Rapid improvement in insulin sensitivity post-surgery

RYGB improved Adipo-IS and M/I, but there was no change in ISR or DI in either surgical group

Non-diabetic obese patients who have bariatric surgery reported an improvement in  insulin sensitivity (IS), with more pronounced improvements for roux-en-y gastric bypass (RYGB) than for laparoscopic adjustable gastric banding (LAGB), according to a study published in Diabetes Care.

Although bariatric surgery has been shown to have important long-term metabolic effects resulting in enhanced insulin sensitivity and improved glucose tolerance in patients with type 2 diabetes, the contribution of reduced caloric intake to these beneficial effects of surgery remains unclear.

In the study, ‘Short-Term Effects of Laparoscopic Adjustable Gastric Banding Versus Roux-en-Y Gastric Bypass’, Dr Amalia Gastaldelli from the CNR Institute of Clinical Physiology in Pisa, Italy, and colleagues compared the short-term effects (one week) of bariatric surgical procedures with a very low caloric intake (VLCI) on insulin sensitivity (IS) and insulin secretion (ISR) in non-diabetic obese subjects.

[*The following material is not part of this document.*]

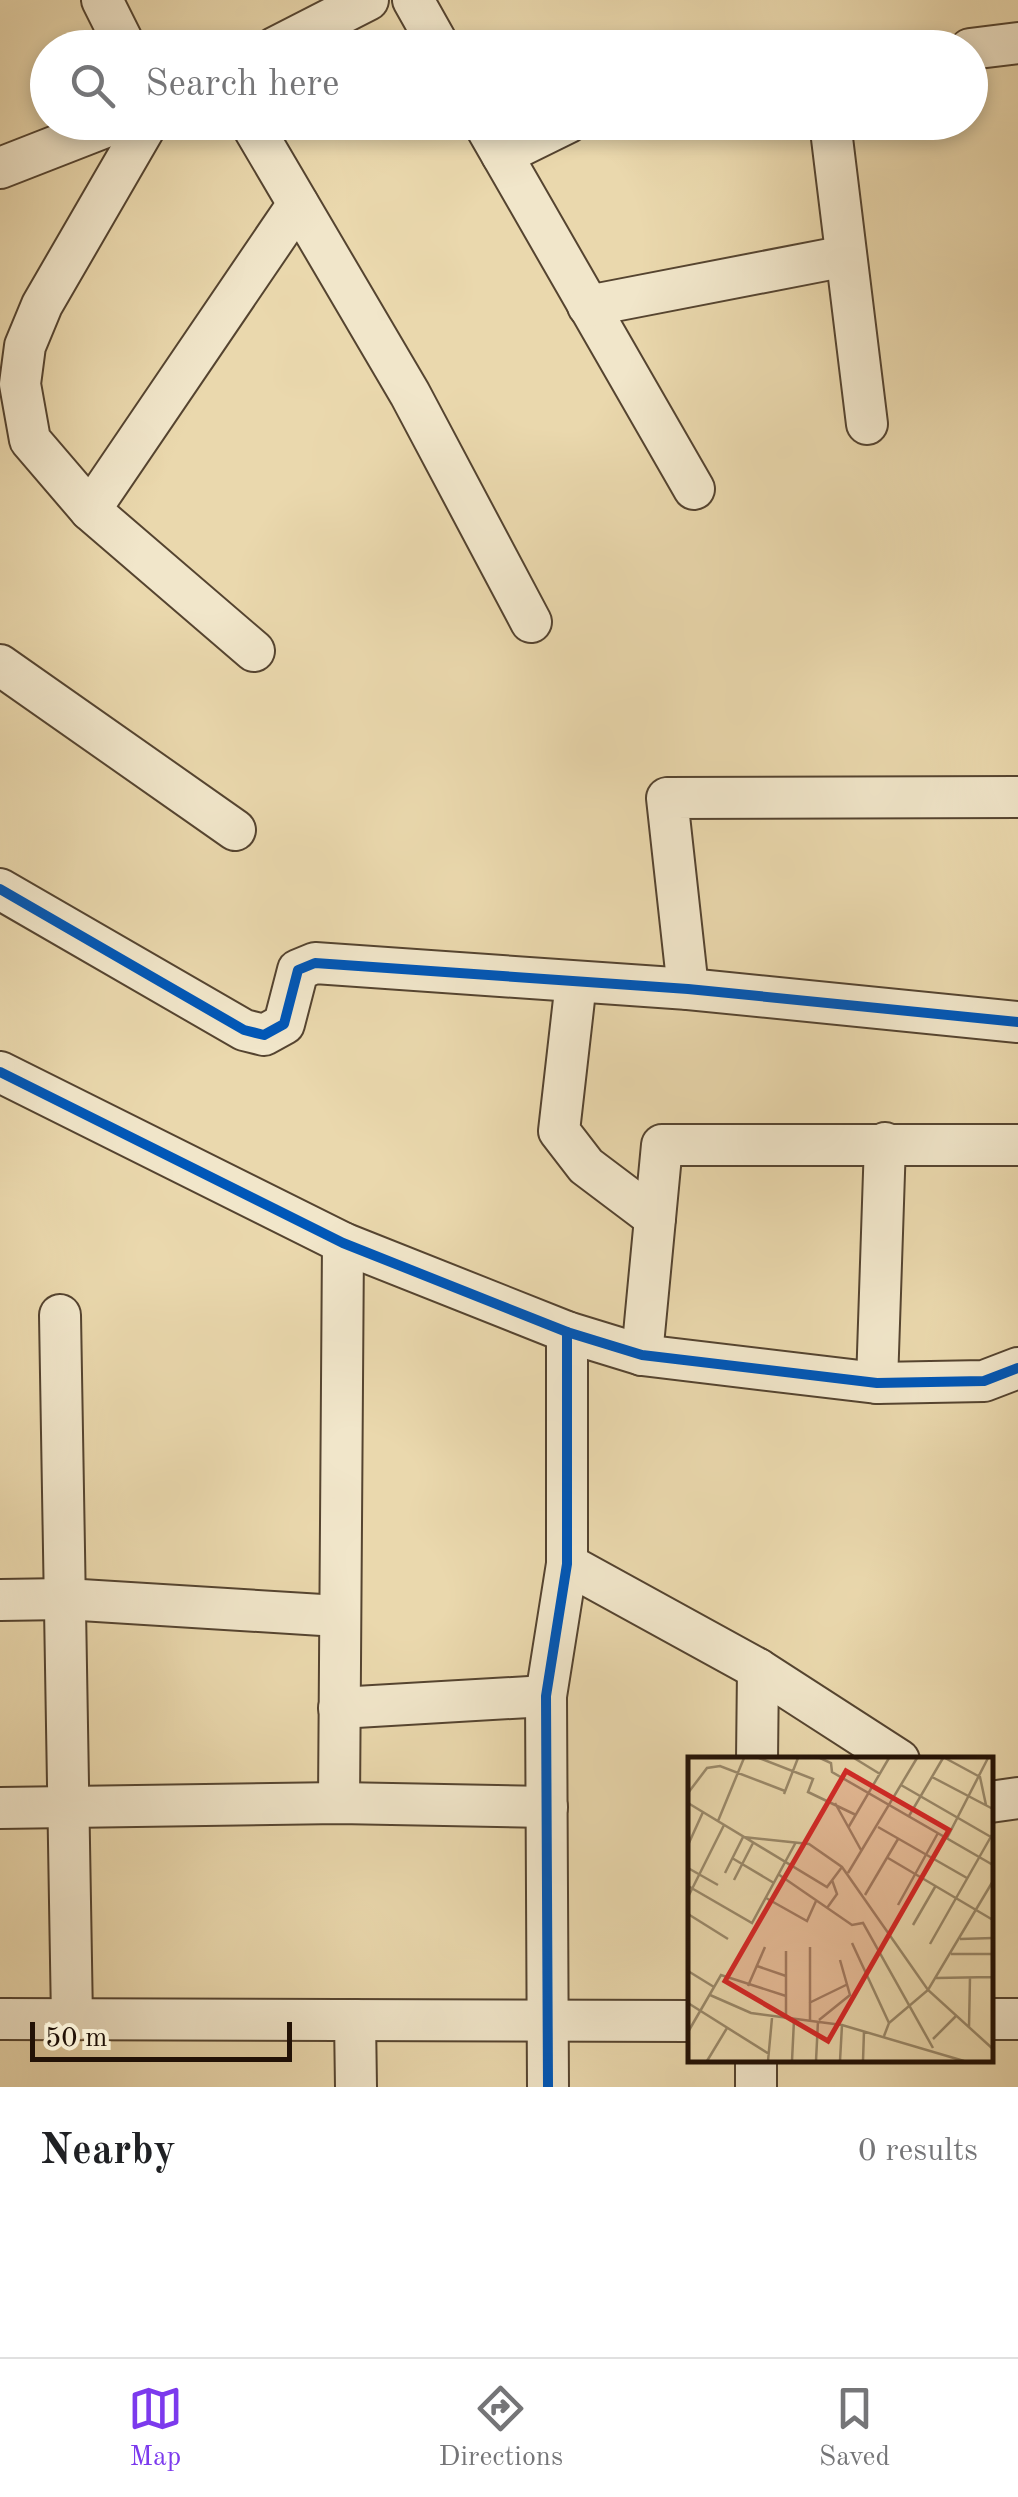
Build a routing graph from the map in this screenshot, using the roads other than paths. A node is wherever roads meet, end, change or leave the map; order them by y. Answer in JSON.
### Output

Twenty obese patients without diabetes (BMI 44.2±0.7) were admitted to the clinic for one week. At baseline and one week after VLCI (600 kcal/day), subjects received a hyperinsulinemic-euglycaemic clamp with tracer infusion to quantify endogenous glucose production (EGP), lipolysis (rate of appearance of glycerol [RaGlycerol]), peripheral insulin sensitivity (insulin-stimulated glucose disposal [M value] divided by the steady-state plasma insulin concentration [M/I]), hepatic insulin sensitivity (Hep-IS [= 1/(EGP × insulin)]), and adipose insulin sensitivity (Adipo-IS [= 1/(RaGlycerol × insulin)]). An intravenous glucose bolus was administered at the end of the insulin clamp to measure ISR and β-cell function (disposition index [DI]).

Some three months later, patients were admitted for LAGB (n=10) or RYGB (n=10), and were re-studied one week after surgery under the same caloric regimen (600kcal/day).

The researchers found that patients lost 2.1kg after one week of VLCI, with no significant changes in hepatic insulin sensitivity (Hep-IS), adipose insulin sensitivity (Adipo-IS), peripheral insulin sensitivity (M/I), or disposition index (DI). Greater weight loss was seen with RYGB (5.5kg) and LAGB (5.2kg), which also correlated with significant improvement in Hep-IS, endogenous glucose production, and lipolysis. RYGB improved Adipo-IS and M/I. There was no change in ISR or DI in either surgical group.

"Bariatric surgery improves IS within one week," the authors write. "These metabolic effects were independent of caloric intake and more pronounced after RYGB compared with LAGB."

The study was funded by F Hoffmann-La Roche.